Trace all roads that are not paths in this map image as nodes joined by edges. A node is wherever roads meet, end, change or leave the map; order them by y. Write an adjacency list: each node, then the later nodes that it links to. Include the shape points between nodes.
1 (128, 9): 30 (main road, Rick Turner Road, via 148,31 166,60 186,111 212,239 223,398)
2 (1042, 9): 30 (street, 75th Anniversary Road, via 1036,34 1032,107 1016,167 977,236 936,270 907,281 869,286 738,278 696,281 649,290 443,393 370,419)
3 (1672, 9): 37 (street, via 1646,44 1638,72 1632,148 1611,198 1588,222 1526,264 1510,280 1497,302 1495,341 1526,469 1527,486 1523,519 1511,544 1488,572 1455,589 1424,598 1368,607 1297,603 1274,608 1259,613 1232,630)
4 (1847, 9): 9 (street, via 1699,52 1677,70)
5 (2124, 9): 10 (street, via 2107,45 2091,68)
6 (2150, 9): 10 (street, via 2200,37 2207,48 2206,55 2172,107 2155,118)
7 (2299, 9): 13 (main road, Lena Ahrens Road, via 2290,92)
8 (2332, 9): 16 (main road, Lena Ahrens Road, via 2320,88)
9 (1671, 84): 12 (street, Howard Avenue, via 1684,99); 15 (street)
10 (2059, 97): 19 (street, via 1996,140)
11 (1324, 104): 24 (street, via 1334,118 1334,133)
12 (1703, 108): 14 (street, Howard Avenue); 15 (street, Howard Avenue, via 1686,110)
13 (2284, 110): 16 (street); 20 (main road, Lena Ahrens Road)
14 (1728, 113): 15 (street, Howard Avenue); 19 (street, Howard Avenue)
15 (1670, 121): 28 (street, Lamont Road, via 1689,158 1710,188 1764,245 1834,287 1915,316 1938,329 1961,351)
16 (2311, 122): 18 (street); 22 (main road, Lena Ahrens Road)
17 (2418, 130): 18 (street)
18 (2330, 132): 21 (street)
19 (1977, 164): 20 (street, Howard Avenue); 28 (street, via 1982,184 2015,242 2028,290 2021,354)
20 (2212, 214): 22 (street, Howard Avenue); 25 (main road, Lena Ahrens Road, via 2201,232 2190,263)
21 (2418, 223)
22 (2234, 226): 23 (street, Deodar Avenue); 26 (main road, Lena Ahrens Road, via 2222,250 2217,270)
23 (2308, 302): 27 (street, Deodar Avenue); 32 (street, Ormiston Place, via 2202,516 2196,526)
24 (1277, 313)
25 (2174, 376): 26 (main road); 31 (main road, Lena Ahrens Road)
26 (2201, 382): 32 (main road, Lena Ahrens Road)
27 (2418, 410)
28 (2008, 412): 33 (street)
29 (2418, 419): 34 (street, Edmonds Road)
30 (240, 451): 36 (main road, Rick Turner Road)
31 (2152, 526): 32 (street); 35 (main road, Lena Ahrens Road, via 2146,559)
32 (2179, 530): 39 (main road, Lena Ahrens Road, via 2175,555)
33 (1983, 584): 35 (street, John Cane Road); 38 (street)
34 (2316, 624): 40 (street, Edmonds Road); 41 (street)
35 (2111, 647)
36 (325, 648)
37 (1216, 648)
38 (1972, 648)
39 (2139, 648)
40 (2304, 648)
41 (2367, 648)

- - - -

[WORK TO BE COMPLETED]: Now copy each line of the entries that mentions "Deodar".

[WRITTEN ANSWER]:
22 (2234, 226): 23 (street, Deodar Avenue); 26 (main road, Lena Ahrens Road, via 2222,250 2217,270)
23 (2308, 302): 27 (street, Deodar Avenue); 32 (street, Ormiston Place, via 2202,516 2196,526)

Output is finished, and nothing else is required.